§ **WORK INSTRUCTIONS**
A single number is needed: how many lines of the data below contain "Бурденюка".
++++ SUPPLIED INFORMATION ++++
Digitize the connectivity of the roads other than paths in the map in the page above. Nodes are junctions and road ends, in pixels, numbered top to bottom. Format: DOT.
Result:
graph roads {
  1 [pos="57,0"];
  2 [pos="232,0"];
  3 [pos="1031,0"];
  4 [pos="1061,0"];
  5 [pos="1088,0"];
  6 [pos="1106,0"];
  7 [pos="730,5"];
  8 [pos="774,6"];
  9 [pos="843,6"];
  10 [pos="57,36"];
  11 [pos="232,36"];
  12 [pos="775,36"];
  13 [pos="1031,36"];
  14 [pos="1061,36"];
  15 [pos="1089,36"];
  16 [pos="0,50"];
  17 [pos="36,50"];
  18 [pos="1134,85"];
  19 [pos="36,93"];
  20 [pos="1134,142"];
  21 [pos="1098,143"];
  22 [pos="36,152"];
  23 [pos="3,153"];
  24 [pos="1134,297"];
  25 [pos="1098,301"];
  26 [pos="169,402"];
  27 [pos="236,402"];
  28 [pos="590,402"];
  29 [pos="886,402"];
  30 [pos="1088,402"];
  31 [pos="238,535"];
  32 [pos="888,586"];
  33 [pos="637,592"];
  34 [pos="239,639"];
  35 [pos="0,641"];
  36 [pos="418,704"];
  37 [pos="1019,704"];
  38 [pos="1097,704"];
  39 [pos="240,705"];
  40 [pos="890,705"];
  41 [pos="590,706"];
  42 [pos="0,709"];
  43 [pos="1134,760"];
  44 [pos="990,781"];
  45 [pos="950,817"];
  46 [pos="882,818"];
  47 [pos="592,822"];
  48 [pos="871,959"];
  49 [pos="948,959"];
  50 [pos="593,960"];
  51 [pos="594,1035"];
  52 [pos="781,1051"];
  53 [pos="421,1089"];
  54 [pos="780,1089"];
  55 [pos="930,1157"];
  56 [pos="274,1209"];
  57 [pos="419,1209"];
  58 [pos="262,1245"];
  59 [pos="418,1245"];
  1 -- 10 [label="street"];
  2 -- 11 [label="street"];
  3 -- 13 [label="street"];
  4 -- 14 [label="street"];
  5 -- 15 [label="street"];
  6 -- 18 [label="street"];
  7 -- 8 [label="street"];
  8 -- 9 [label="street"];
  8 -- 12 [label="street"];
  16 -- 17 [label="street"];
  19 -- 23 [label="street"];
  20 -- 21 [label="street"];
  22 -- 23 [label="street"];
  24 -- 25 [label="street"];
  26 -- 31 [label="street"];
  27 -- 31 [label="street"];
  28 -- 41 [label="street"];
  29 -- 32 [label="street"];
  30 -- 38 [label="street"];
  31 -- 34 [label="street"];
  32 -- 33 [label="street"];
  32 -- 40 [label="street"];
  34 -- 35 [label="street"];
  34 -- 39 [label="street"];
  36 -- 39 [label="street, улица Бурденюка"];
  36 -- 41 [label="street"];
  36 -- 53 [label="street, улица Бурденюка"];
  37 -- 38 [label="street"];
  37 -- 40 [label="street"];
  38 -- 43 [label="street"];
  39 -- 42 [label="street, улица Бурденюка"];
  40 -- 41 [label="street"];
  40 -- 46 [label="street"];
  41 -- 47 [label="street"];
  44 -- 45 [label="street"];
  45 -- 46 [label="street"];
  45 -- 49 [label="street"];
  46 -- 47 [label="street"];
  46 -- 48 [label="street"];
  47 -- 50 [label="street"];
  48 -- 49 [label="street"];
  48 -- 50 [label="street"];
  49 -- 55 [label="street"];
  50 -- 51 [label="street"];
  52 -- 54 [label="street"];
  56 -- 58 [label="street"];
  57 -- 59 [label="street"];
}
++++
§ **ANSWER**
3